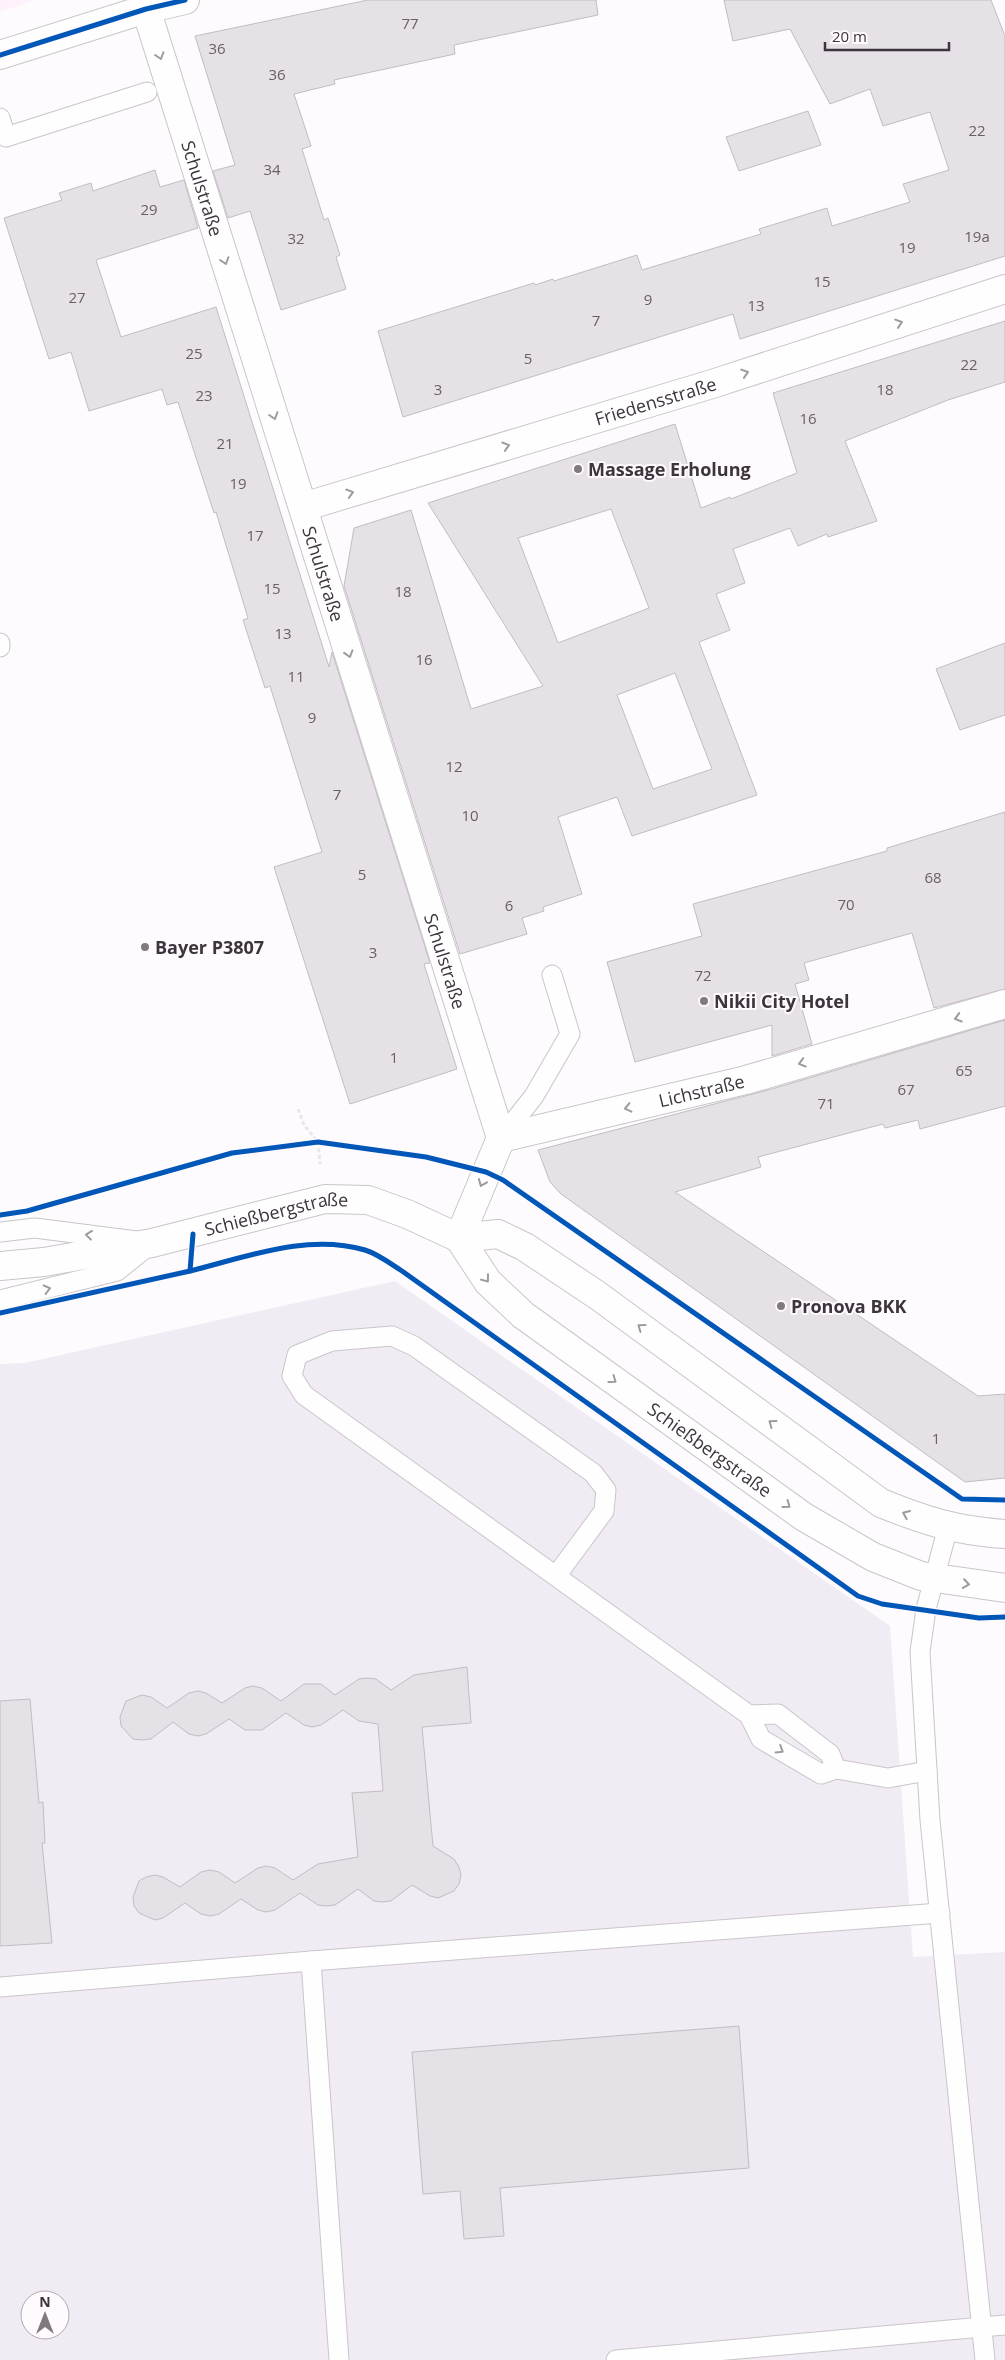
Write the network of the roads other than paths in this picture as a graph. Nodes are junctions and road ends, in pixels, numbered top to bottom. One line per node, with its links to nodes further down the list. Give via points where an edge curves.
1 (185, 0): 2 (street)
2 (146, 10): 3 (street); 7 (street, Schulstraße, one-way to 7)
3 (0, 55)
4 (147, 92): 5 (lane, via 6,136)
5 (0, 118)
6 (1005, 289): 7 (street, Friedensstraße, one-way to 6, via 712,384)
7 (303, 507): 12 (street, Schulstraße, one-way to 12)
8 (0, 643): 9 (lane)
9 (0, 647)
10 (552, 975): 12 (lane, via 570,1034 534,1096)
11 (1005, 1004): 12 (street, Lichstraße, one-way to 12, via 746,1080)
12 (501, 1138): 14 (street, one-way to 14)
13 (0, 1232): 15 (lane, one-way to 13, via 35,1228)
14 (459, 1238): 15 (street, Schießbergstraße, via 368,1200 325,1199); 18 (street, one-way to 14, via 918,1519 881,1503 597,1295 525,1247 498,1234); 21 (street, Schießbergstraße, one-way to 21, via 488,1282 523,1315 804,1517 873,1557)
15 (152, 1243): 16 (street, Schießbergstraße, via 44,1262); 17 (lane, one-way to 15, via 117,1271)
16 (0, 1266)
17 (0, 1300)
18 (948, 1527): 19 (street); 21 (lane)
19 (1005, 1534)
20 (556, 1576): 20 (lane, via 304,1395 292,1376 297,1354 332,1341 392,1336 414,1346 593,1473 606,1490 604,1511); 23 (lane)
21 (934, 1579): 22 (street, Schießbergstraße, one-way to 22); 25 (lane, via 920,1652)
22 (1005, 1588)
23 (749, 1715): 24 (lane, one-way to 24, via 761,1738 810,1770 821,1774); 24 (lane, via 778,1714 830,1754)
24 (836, 1770): 25 (lane, via 888,1778)
25 (927, 1771): 26 (lane)
26 (940, 1913): 27 (lane); 30 (lane)
27 (311, 1961): 28 (lane); 31 (lane)
28 (0, 1986)
29 (1005, 2325): 30 (lane)
30 (983, 2327): 32 (lane); 33 (lane)
31 (339, 2360)
32 (616, 2360)
33 (985, 2360)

## PROBLEM REQUIREMENTS
In the records above, some lines may contain the word "Schulstraße"; copy every one of them.

## SOLUTION TO THIS EXERCISE
2 (146, 10): 3 (street); 7 (street, Schulstraße, one-way to 7)
7 (303, 507): 12 (street, Schulstraße, one-way to 12)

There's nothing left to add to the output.